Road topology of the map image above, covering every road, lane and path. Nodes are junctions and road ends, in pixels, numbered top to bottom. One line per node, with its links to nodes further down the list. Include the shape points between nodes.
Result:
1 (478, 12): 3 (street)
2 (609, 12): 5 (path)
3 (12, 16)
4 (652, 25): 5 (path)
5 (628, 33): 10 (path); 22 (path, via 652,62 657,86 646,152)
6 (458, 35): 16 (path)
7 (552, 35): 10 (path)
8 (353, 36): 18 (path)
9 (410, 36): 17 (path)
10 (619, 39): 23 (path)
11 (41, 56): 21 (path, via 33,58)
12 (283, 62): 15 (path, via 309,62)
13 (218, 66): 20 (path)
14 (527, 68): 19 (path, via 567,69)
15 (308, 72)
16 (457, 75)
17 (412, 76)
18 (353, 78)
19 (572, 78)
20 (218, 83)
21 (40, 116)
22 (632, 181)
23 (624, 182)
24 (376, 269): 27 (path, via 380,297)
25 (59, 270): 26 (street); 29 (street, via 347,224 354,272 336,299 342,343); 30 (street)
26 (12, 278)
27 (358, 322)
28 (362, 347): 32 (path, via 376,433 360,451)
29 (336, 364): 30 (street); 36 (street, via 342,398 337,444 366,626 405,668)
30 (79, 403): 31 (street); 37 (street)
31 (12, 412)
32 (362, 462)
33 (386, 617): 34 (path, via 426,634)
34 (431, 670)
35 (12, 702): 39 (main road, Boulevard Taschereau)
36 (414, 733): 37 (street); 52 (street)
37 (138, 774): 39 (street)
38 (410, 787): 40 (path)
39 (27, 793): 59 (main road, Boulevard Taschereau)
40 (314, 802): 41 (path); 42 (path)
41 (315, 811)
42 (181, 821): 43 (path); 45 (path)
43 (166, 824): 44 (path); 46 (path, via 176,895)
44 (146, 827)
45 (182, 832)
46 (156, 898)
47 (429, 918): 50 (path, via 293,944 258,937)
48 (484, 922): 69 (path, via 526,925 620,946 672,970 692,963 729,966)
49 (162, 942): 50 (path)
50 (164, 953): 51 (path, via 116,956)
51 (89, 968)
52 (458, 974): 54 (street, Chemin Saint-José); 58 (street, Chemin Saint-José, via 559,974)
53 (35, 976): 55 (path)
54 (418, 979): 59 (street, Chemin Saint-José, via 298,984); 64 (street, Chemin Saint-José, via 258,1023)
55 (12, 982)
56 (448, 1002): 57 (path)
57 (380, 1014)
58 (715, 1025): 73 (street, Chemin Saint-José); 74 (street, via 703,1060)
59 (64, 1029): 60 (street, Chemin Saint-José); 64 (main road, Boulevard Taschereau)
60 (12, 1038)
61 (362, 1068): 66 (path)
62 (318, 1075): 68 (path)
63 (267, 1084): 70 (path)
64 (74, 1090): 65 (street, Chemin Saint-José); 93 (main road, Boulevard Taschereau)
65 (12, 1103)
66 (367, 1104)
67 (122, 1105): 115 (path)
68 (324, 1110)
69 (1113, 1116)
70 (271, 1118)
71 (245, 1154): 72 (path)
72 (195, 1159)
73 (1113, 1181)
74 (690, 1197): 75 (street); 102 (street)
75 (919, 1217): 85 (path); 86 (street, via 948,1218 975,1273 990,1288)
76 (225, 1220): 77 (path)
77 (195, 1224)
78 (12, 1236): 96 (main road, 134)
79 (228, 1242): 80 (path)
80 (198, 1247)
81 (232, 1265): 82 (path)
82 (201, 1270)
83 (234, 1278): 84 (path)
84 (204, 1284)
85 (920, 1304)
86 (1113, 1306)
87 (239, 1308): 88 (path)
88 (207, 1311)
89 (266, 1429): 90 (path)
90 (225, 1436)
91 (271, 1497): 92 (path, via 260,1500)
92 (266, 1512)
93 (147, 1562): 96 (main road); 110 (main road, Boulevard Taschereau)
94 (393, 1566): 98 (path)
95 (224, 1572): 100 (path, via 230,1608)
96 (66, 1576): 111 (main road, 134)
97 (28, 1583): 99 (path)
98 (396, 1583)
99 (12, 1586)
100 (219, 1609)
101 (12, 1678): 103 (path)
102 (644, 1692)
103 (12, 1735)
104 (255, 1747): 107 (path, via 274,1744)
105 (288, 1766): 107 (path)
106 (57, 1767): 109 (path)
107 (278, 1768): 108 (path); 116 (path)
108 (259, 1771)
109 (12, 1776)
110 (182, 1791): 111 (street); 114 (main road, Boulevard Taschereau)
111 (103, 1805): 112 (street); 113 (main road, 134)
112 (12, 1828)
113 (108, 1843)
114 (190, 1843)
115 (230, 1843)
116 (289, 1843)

**Action item:** Output all records exactly, with nothing added or dropped.

**Expected output:**
Road topology of the map image above, covering every road, lane and path. Nodes are junctions and road ends, in pixels, numbered top to bottom. One line per node, with its links to nodes further down the list. Include the shape points between nodes.
Result:
1 (478, 12): 3 (street)
2 (609, 12): 5 (path)
3 (12, 16)
4 (652, 25): 5 (path)
5 (628, 33): 10 (path); 22 (path, via 652,62 657,86 646,152)
6 (458, 35): 16 (path)
7 (552, 35): 10 (path)
8 (353, 36): 18 (path)
9 (410, 36): 17 (path)
10 (619, 39): 23 (path)
11 (41, 56): 21 (path, via 33,58)
12 (283, 62): 15 (path, via 309,62)
13 (218, 66): 20 (path)
14 (527, 68): 19 (path, via 567,69)
15 (308, 72)
16 (457, 75)
17 (412, 76)
18 (353, 78)
19 (572, 78)
20 (218, 83)
21 (40, 116)
22 (632, 181)
23 (624, 182)
24 (376, 269): 27 (path, via 380,297)
25 (59, 270): 26 (street); 29 (street, via 347,224 354,272 336,299 342,343); 30 (street)
26 (12, 278)
27 (358, 322)
28 (362, 347): 32 (path, via 376,433 360,451)
29 (336, 364): 30 (street); 36 (street, via 342,398 337,444 366,626 405,668)
30 (79, 403): 31 (street); 37 (street)
31 (12, 412)
32 (362, 462)
33 (386, 617): 34 (path, via 426,634)
34 (431, 670)
35 (12, 702): 39 (main road, Boulevard Taschereau)
36 (414, 733): 37 (street); 52 (street)
37 (138, 774): 39 (street)
38 (410, 787): 40 (path)
39 (27, 793): 59 (main road, Boulevard Taschereau)
40 (314, 802): 41 (path); 42 (path)
41 (315, 811)
42 (181, 821): 43 (path); 45 (path)
43 (166, 824): 44 (path); 46 (path, via 176,895)
44 (146, 827)
45 (182, 832)
46 (156, 898)
47 (429, 918): 50 (path, via 293,944 258,937)
48 (484, 922): 69 (path, via 526,925 620,946 672,970 692,963 729,966)
49 (162, 942): 50 (path)
50 (164, 953): 51 (path, via 116,956)
51 (89, 968)
52 (458, 974): 54 (street, Chemin Saint-José); 58 (street, Chemin Saint-José, via 559,974)
53 (35, 976): 55 (path)
54 (418, 979): 59 (street, Chemin Saint-José, via 298,984); 64 (street, Chemin Saint-José, via 258,1023)
55 (12, 982)
56 (448, 1002): 57 (path)
57 (380, 1014)
58 (715, 1025): 73 (street, Chemin Saint-José); 74 (street, via 703,1060)
59 (64, 1029): 60 (street, Chemin Saint-José); 64 (main road, Boulevard Taschereau)
60 (12, 1038)
61 (362, 1068): 66 (path)
62 (318, 1075): 68 (path)
63 (267, 1084): 70 (path)
64 (74, 1090): 65 (street, Chemin Saint-José); 93 (main road, Boulevard Taschereau)
65 (12, 1103)
66 (367, 1104)
67 (122, 1105): 115 (path)
68 (324, 1110)
69 (1113, 1116)
70 (271, 1118)
71 (245, 1154): 72 (path)
72 (195, 1159)
73 (1113, 1181)
74 (690, 1197): 75 (street); 102 (street)
75 (919, 1217): 85 (path); 86 (street, via 948,1218 975,1273 990,1288)
76 (225, 1220): 77 (path)
77 (195, 1224)
78 (12, 1236): 96 (main road, 134)
79 (228, 1242): 80 (path)
80 (198, 1247)
81 (232, 1265): 82 (path)
82 (201, 1270)
83 (234, 1278): 84 (path)
84 (204, 1284)
85 (920, 1304)
86 (1113, 1306)
87 (239, 1308): 88 (path)
88 (207, 1311)
89 (266, 1429): 90 (path)
90 (225, 1436)
91 (271, 1497): 92 (path, via 260,1500)
92 (266, 1512)
93 (147, 1562): 96 (main road); 110 (main road, Boulevard Taschereau)
94 (393, 1566): 98 (path)
95 (224, 1572): 100 (path, via 230,1608)
96 (66, 1576): 111 (main road, 134)
97 (28, 1583): 99 (path)
98 (396, 1583)
99 (12, 1586)
100 (219, 1609)
101 (12, 1678): 103 (path)
102 (644, 1692)
103 (12, 1735)
104 (255, 1747): 107 (path, via 274,1744)
105 (288, 1766): 107 (path)
106 (57, 1767): 109 (path)
107 (278, 1768): 108 (path); 116 (path)
108 (259, 1771)
109 (12, 1776)
110 (182, 1791): 111 (street); 114 (main road, Boulevard Taschereau)
111 (103, 1805): 112 (street); 113 (main road, 134)
112 (12, 1828)
113 (108, 1843)
114 (190, 1843)
115 (230, 1843)
116 (289, 1843)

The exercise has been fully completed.